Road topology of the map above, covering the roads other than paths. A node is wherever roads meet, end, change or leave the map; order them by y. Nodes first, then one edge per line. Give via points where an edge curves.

--

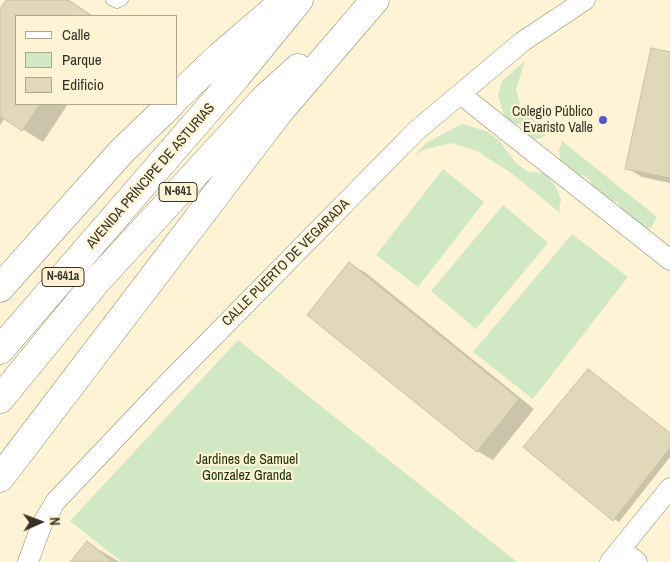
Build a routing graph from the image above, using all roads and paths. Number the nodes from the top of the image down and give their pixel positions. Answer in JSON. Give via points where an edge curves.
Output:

* * *

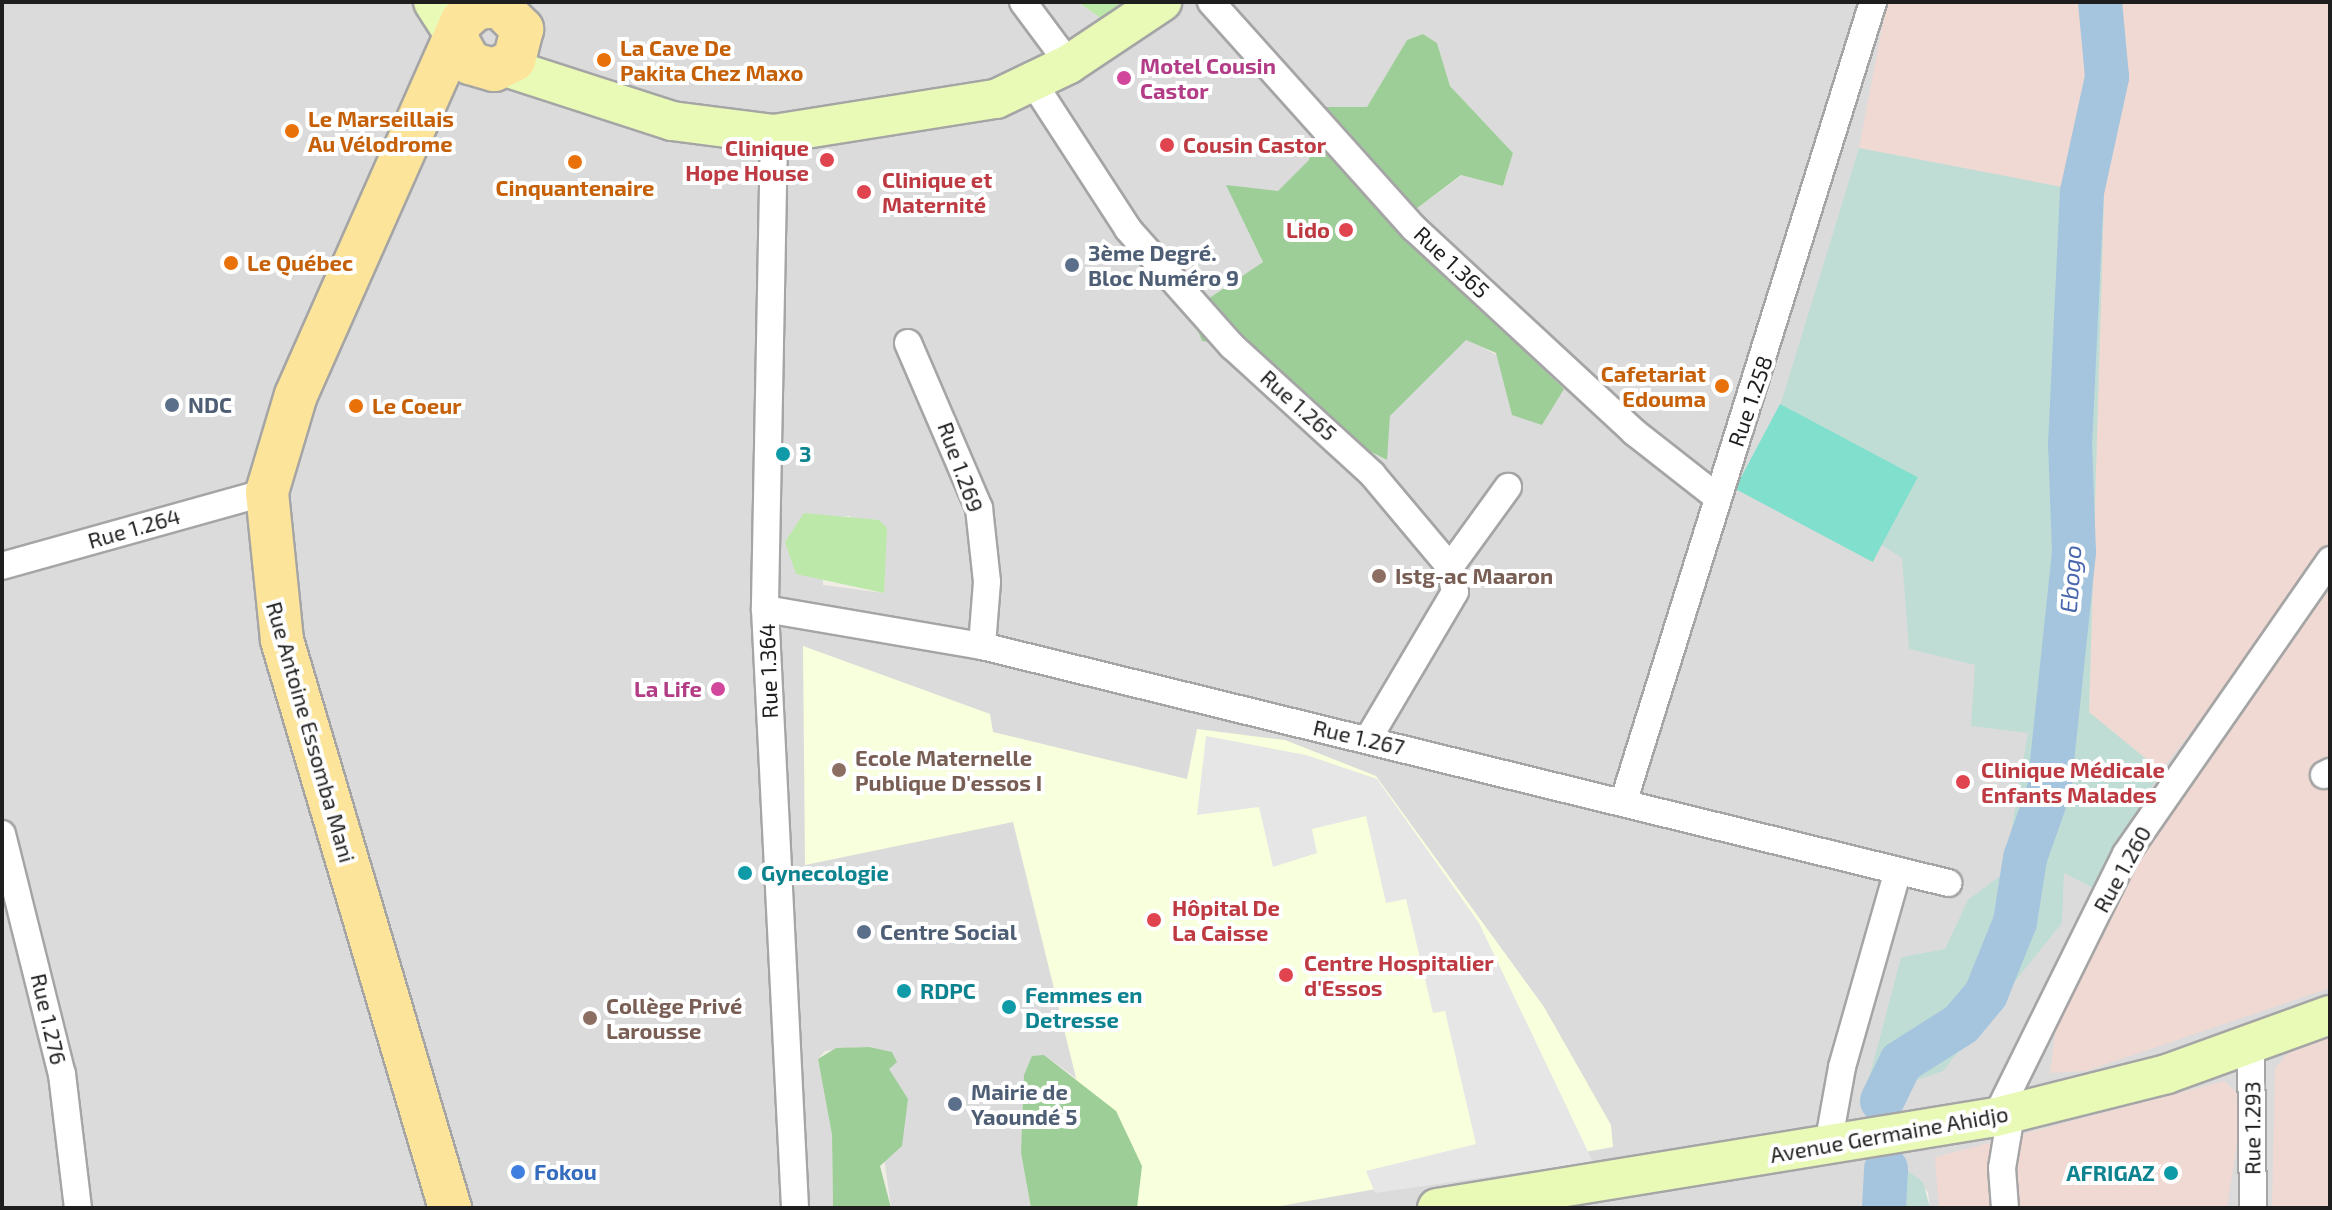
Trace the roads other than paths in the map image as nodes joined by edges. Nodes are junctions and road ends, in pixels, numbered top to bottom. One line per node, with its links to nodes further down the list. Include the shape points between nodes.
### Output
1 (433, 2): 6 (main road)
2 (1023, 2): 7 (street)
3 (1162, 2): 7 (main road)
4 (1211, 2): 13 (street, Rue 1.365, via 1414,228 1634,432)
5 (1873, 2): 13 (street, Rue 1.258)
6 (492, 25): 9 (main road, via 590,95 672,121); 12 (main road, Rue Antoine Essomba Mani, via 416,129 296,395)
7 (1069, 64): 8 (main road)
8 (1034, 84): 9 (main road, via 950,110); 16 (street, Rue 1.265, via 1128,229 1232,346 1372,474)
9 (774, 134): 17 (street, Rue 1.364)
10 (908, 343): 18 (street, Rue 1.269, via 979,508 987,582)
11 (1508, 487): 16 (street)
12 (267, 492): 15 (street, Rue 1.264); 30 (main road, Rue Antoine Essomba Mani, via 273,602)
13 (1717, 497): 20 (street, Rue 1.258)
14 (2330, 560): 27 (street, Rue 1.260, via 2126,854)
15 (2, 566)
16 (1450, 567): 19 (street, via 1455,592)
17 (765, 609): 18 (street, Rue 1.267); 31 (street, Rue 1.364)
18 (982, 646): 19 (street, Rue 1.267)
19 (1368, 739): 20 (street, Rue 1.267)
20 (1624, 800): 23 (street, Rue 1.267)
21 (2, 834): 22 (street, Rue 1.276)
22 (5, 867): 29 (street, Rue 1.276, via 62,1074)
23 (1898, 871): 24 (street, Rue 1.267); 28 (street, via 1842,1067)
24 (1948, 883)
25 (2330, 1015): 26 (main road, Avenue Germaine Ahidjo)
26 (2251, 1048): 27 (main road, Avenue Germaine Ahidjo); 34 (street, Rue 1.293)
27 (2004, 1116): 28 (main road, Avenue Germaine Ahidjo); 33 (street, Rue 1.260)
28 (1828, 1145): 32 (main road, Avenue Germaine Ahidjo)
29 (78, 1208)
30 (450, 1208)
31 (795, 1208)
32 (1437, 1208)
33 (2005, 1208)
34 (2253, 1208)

■ WHAT THE TASK REQUIRES ■
If a line of the data contains the word "than", it counts toward the total; state that total alone.

■ SOLUTION FOR THIS EXERCISE ■
2